Les moudjahidines iraniens se sont réunis vendredi 27 juin au parc des expositions de Villepinte pour dénoncer le régime du nouveau président Hassan Rohani dont « la modération n’est qu’un mirage ».

 C’est désormais une tradition. Chaque année, les moudjahidines du peuple d’Iran (OMPI), des opposants au régime installés depuis 30 ans à Auvers-sur-Oise, donnent rendez-vous à leurs sympathisants au parc des expositions de Villepinte. L’occasion de dénoncer le régime iranien du nouveau président Hassan Rohani, récemment élu à la tête de l’Iran et présenté comme « modéré ». Dans le public, des milliers de participants sont venus de plus de 69 pays et sur scène, 600 personnalités du monde entier, comme Rudolph Giuliani, l’ancien maire de New-York ou José Luis Zapatero, l’ancien premier ministre espagnol. Côté valdoisien, Jean-Pierre Muller, maire socialiste de Magny-en-Vexin, Jean-Pierre Béquet, conseiller général et ancien maire d’Auvers-sur-Oise, ainsi que Claude Robert, maire de Bouffémont et Bruno Macé, maire de Villiers-Adam étaient également présents.

Téhéran « principal perdant de la crise en Irak »
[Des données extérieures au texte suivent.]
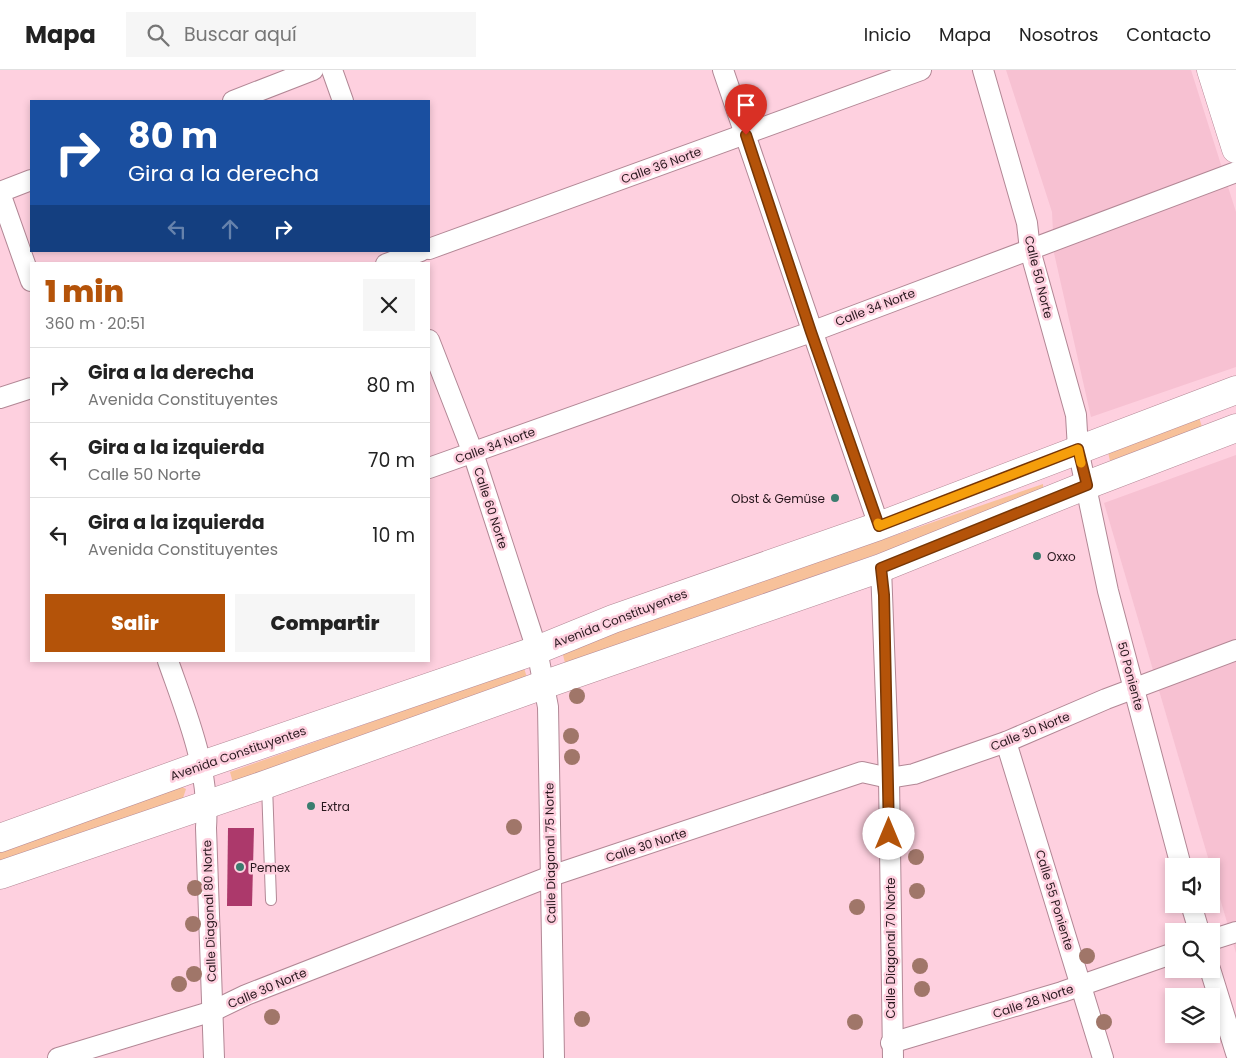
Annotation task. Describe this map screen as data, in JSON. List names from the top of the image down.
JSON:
{
  "streets": {
    "main road": ["Avenida Constituyentes"],
    "street": [
      "Calle 36 Norte",
      "Calle 50 Norte",
      "Calle 34 Norte",
      "Calle 60 Norte",
      "50 Poniente",
      "Calle 30 Norte",
      "Calle Diagonal 75 Norte",
      "Calle 55 Poniente",
      "Calle Diagonal 80 Norte",
      "Calle Diagonal 70 Norte",
      "Calle 28 Norte"
    ]
  },
  "crossings": [
    ["Calle 50 Norte", "Calle 34 Norte"],
    ["Calle 50 Norte", "Avenida Constituyentes"],
    ["Calle 50 Norte", "50 Poniente"],
    ["Calle 34 Norte", "Calle 60 Norte"],
    ["Calle 60 Norte", "Avenida Constituyentes"],
    ["Calle 60 Norte", "Calle Diagonal 75 Norte"],
    ["Avenida Constituyentes", "Calle Diagonal 75 Norte"],
    ["Avenida Constituyentes", "Calle Diagonal 80 Norte"],
    ["50 Poniente", "Calle 30 Norte"],
    ["Calle 30 Norte", "Calle Diagonal 75 Norte"],
    ["Calle 30 Norte", "Calle 55 Poniente"],
    ["Calle 30 Norte", "Calle Diagonal 80 Norte"],
    ["Calle 30 Norte", "Calle Diagonal 70 Norte"],
    ["Calle 55 Poniente", "Calle 28 Norte"],
    ["Calle Diagonal 70 Norte", "Calle 28 Norte"]
  ],
  "places": [
    "Obst & Gemüse",
    "Oxxo",
    "Extra",
    "Pemex"
  ],
  "page": {
    "header": "Mapa",
    "search": "Buscar aquí",
    "nav": [
      "Inicio",
      "Mapa",
      "Nosotros",
      "Contacto"
    ],
    "turn": ["80 m", "Gira a la derecha"],
    "heading": ["1 min", "360 m · 20:51"],
    "list": [
      {
        "name": "Gira a la derecha",
        "note": "Avenida Constituyentes",
        "value": "80 m"
      },
      {
        "name": "Gira a la izquierda",
        "note": "Calle 50 Norte",
        "value": "70 m"
      },
      {
        "name": "Gira a la izquierda",
        "note": "Avenida Constituyentes",
        "value": "10 m"
      }
    ],
    "buttons": ["Salir", "Compartir"]
  }
}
 Au cours du rassemblement plusieurs messages politiques ont été délivrés par Maryam Radjavi, la présidente de la Résistance iranienne. Après une année de pouvoir du nouveau président Rohani à la tête le l’Iran, les moudjahidines affirment que « la crise de régime s’aggrave à Téhéran » et que la « modération » affichée « n’est qu’un mirage ». Alors que le moyen-orient est en pleine recomposition avec le conflit syrien et l’avancée djihadiste de l’Etat islamique en Irak et au Levant (EIIL) vers Bagdad, Maryam Radjavi a tenu a rappeler la responsabilité du régime iranien dans la déstabilisation de la région. Elle accuse la collusion entre le régime de Téhéran et l’actuel premier ministre irakien Nouri al Maliki. Selon Maryam Radjavi, « la situation actuelle en Irak est due à la monopolisation du pouvoir par Maliki et à la répression qu’il mène. Il n’y a qu’une solution : la destitution de Maliki, évincer le régime iranien d’Irak et former un gouvernement démocratique et d’union nationale. Seul le régime iranien soutient ouvertement le maintien au pouvoir de Maliki ». Pour les moudjahidines, Téhéran serait le principal perdant de la crise irakienne. Un dossier irakien très sensible pour les moudjahidines qui comptent encore 3.000 de leurs membres dans le camp de Liberty en Irak. Un camp régulièrement attaqué par les forces irakiennes. Maryam Radjavi a renouvelé sa demande aux Etats-unis de transférer les habitants de Liberty dans un pays européen. Demande restée pour le moment lettre morte.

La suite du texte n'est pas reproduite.